The fact that this tiny section was only seen by a select few each night was not a disappointment to Bluemouth Inc. Each participant experienced the show completely differently. This was intentional, and added a meaningful weight to every image and event. The complexity of this physical theatre structure allowed audience members to invest fully in the experience. Their own intimate interactions occupied their attention and perhaps the dance they shared with their partner was far more meaningful than seeing the rest period dance, or watching a duet danced by Bluemouth members O’Connell and Lucy Simic. On the other hand, the confrontation between Bluemouth members Dan Pettrow and O’Connell forced everyone to stop dead in their tracks. The second rest period included referee Dan yelling a crash warning announcement to blindfolded Stephen O’Connell who improvised to the pulsing music of the Dance Marathon’s live band. The mass of stimulation made it challenging to focus on the movement, listen to the text or hear the band, and this added to the urgency of the piece.

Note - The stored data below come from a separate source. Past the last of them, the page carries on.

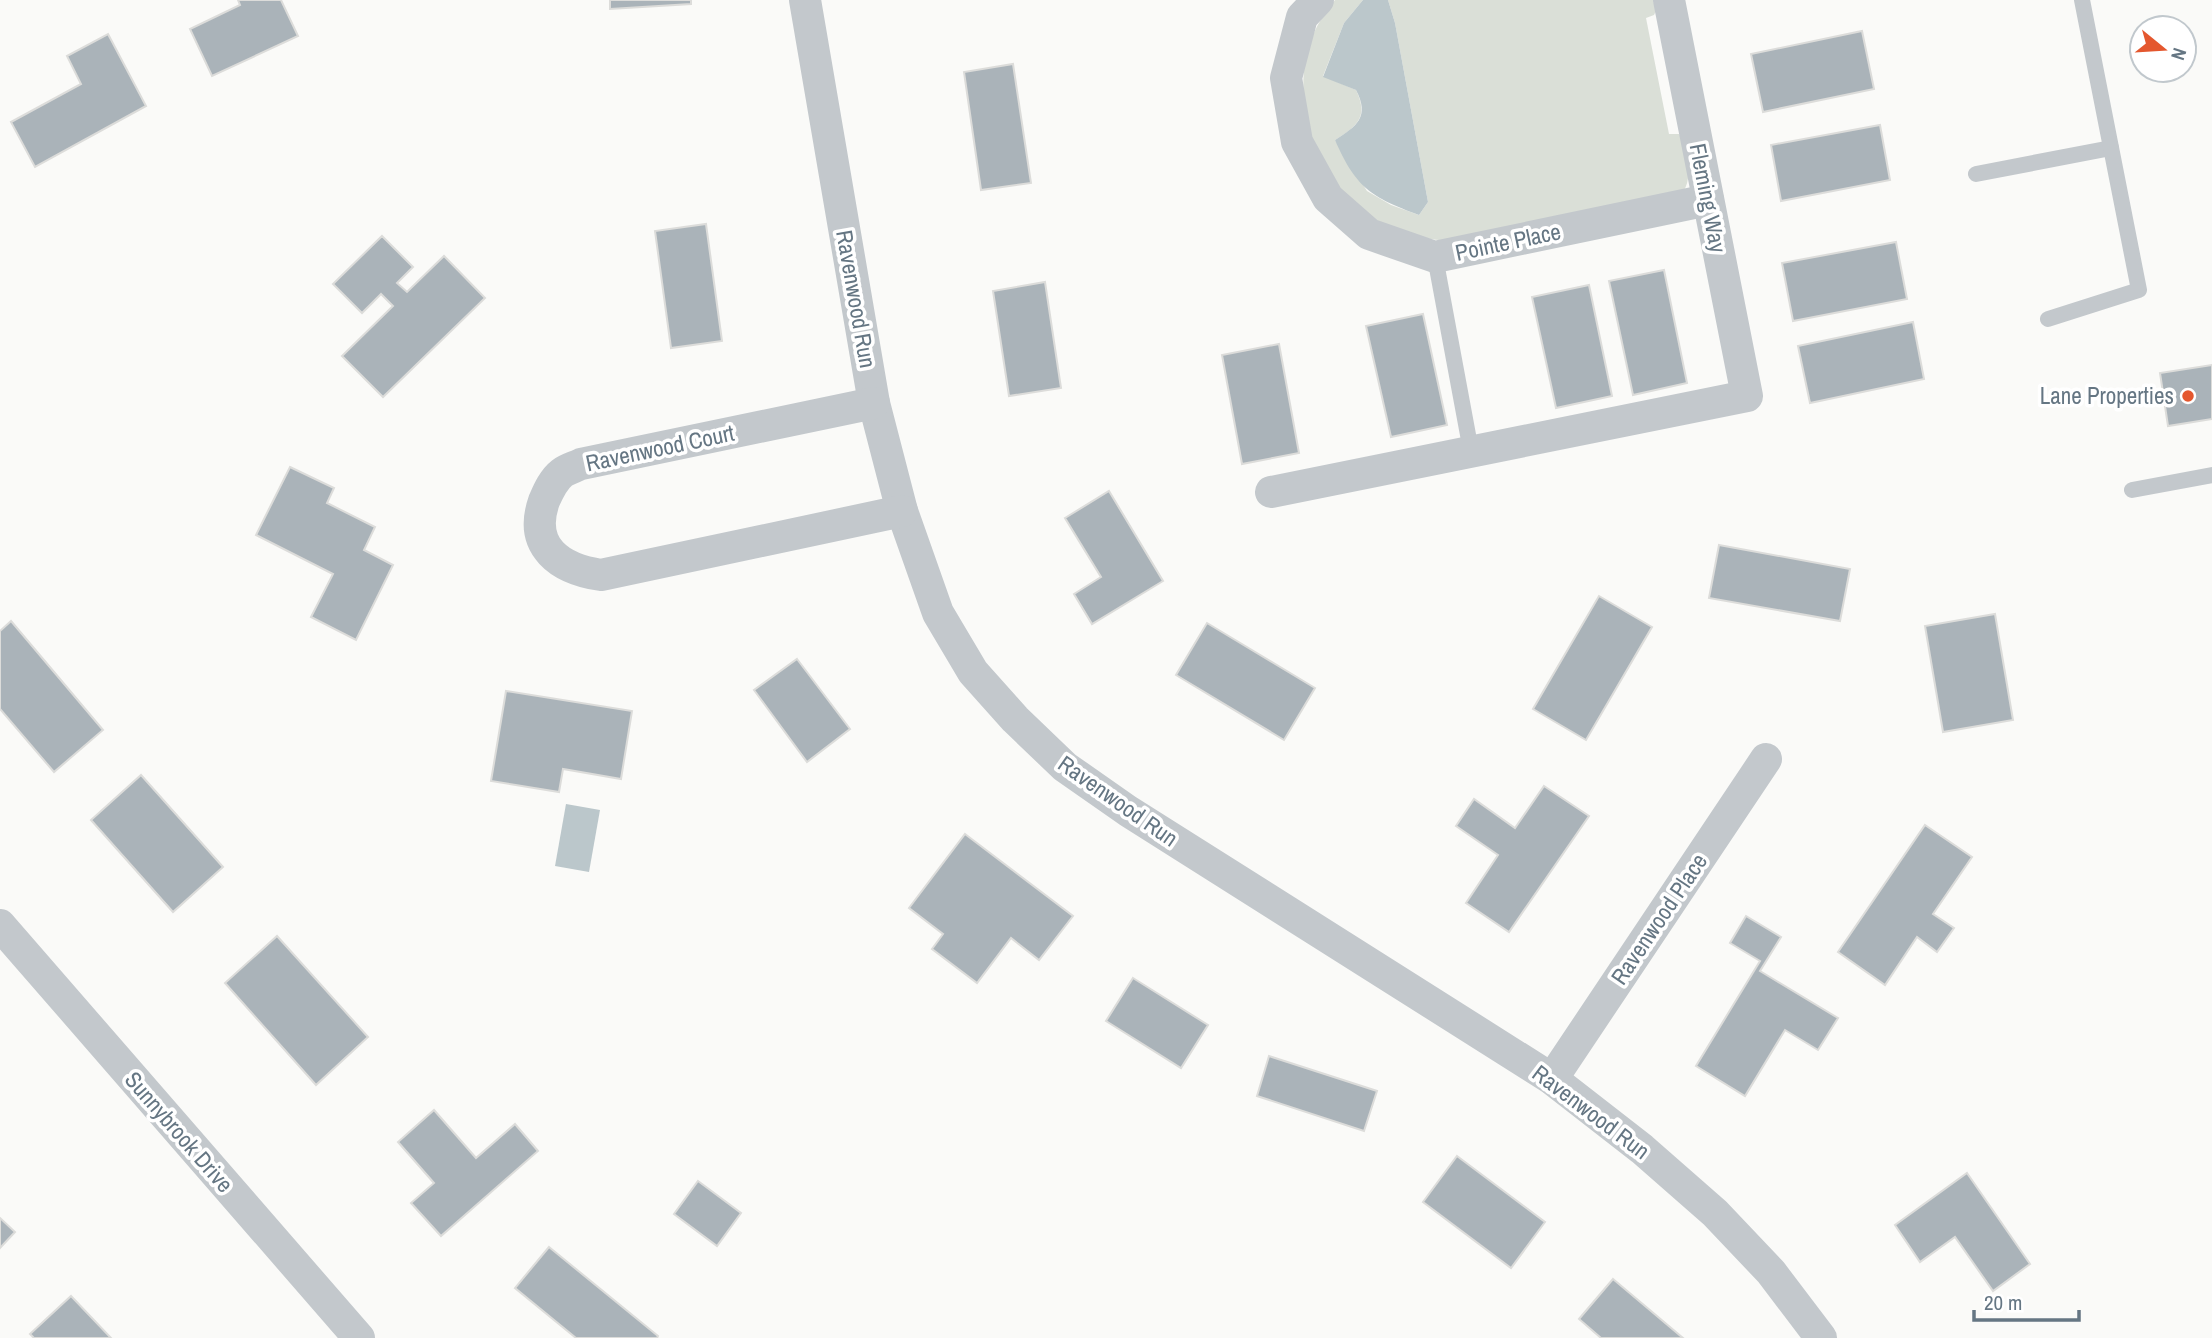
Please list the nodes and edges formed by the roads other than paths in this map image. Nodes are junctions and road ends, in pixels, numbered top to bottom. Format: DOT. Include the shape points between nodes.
graph roads {
  1 [pos="805,0"];
  2 [pos="1318,0"];
  3 [pos="1669,0"];
  4 [pos="2082,0"];
  5 [pos="2111,148"];
  6 [pos="1976,174"];
  7 [pos="1708,200"];
  8 [pos="1435,257"];
  9 [pos="2048,318"];
  10 [pos="874,403"];
  11 [pos="1471,451"];
  12 [pos="2212,475"];
  13 [pos="2132,490"];
  14 [pos="1271,492"];
  15 [pos="902,511"];
  16 [pos="1766,759"];
  17 [pos="0,925"];
  18 [pos="1552,1079"];
  19 [pos="359,1338"];
  20 [pos="1821,1338"];
  1 -- 10 [label="street, Ravenwood Run"];
  2 -- 8 [label="street, Pointe Place" via="1302,17 1286,78 1297,142 1328,198 1369,234"];
  3 -- 7 [label="street, Fleming Way"];
  4 -- 5 [label="lane"];
  5 -- 6 [label="lane"];
  5 -- 9 [label="lane" via="2139,290"];
  7 -- 8 [label="street, Pointe Place"];
  7 -- 11 [label="street, Fleming Way" via="1747,396"];
  8 -- 11 [label="lane"];
  10 -- 15 [label="street, Ravenwood Run"];
  10 -- 15 [label="street, Ravenwood Court" via="582,464 562,473 548,491 540,533 547,549 560,561 580,572 601,575"];
  11 -- 14 [label="street"];
  12 -- 13 [label="lane"];
  15 -- 18 [label="street, Ravenwood Run" via="938,613 973,672 1065,767 1139,819"];
  16 -- 18 [label="street, Ravenwood Place"];
  17 -- 19 [label="street, Sunnybrook Drive"];
  18 -- 20 [label="street, Ravenwood Run" via="1714,1213 1771,1272"];
}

This layered approach to theatre made Bluemouth Inc.’s work a truly interactive and interdisciplinary event. The most striking example of this approach to theatre in the Dance Marathon was the climax after the final two couples had been announced. Most of the competitors were in the balcony after they had been eliminated and looked down upon Sabrina Reeves delivering a stream-of-consciousness monologue. She sat on the stairs leading to the balcony, while projected images lit the huge disco-ball hanging from the Enwave’s ceiling. The band, led by Bluemouth members Ciara Adams and Richard Windeyer, synced the audience’s heartbeats with their ever-evolving music meditation. Planted dancers performed a choreographed floor sequence. Everything seemed to slow down. The fast-paced competition morphed into a surreal, dream-like installation and I no longer had to play the role of the unassuming character attempting to be innocent about what was happening in the Dance Marathon. I was genuinely invested like everyone else who had taken the journey, experiencing it from yet another perspective, one of the many that Bluemouth Inc. had intentionally presented for us all to explore.
Cara Spooner is a dance artist based in Toronto. She collaborates with Alicia Grant and others on site-specific, installation-based movement work.